Reputation: 119
I'm working on some imaging-related ML tasks, and as a result of the preprocessing required, I'm creating objects of a class that contains important metadata attributes, along with a 3d numpy array of image data. I'd like to reduce the size of these objects, and increase the speed that they're written and read.
As it stands, the object is saved as a file using pickle
, however this does not seem like the most efficient method. The dill
library is supposed to be better at saving numpy items, however as I need to process many files, and overall performance is slower, this seems unhelpful.
I also heard of the numpy.save method, but I wasn't sure how to implement this as part of my pickling process. I pickle items using pickle.dump and pickle.load.
Upvotes: 0
Views: 173
Reputation: 231385
pickle depends on a "pickle" method for each object, whether it's a list, dict, or something else. The pickle formatting for numpy arrays is essentially the same as np.save. So speed and file size should be similar. Conversely, np.save use pickle for format non-array arguments, or arrays that contain objects (note the allow_pickle parameters in save/load).
In [57]: import pickle
In [58]: x = np.ones((100,100,100))
In [59]: np.save('test.npy',x)
In [60]: !dir test.npy
Volume in drive C is Windows
Volume Serial Number is 4EEB-1BF0
Directory of C:\Users\paul
01/18/2023 12:57 PM 8,000,128 test.npy
1 File(s) 8,000,128 bytes
0 Dir(s) 18,489,139,200 bytes free
In [61]: astr=pickle.dumps(x)
In [62]: len(astr)
Out[62]: 8000163
I've seen that some ML projects use HDF5/h5py
to save the model and data, but I haven't paid much attention to that. I have answered h5py
questions, but haven't tried it for large projects where speed and compression matters.

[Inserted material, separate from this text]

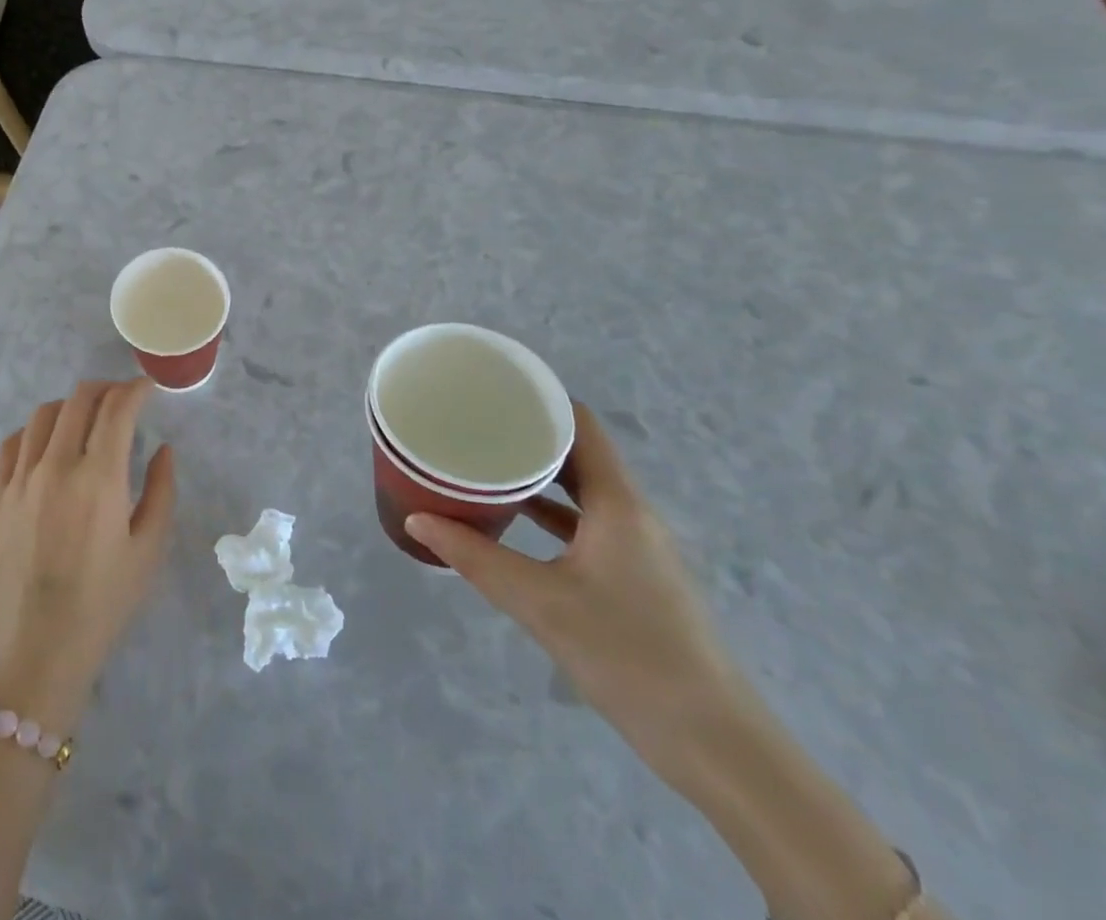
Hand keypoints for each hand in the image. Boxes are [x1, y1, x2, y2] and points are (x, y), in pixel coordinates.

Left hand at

Multiple numpy arrays can also be saved with np.savez
(on the compressed version). That saves each array as a npy
file in a zip archive.
np.save
is the most efficient means of saving an array. It essentially consists of a small header block, plus a byte copy of the array's data buffer. Unless the array has lots of the same values, there's little room for compression.
Upvotes: 2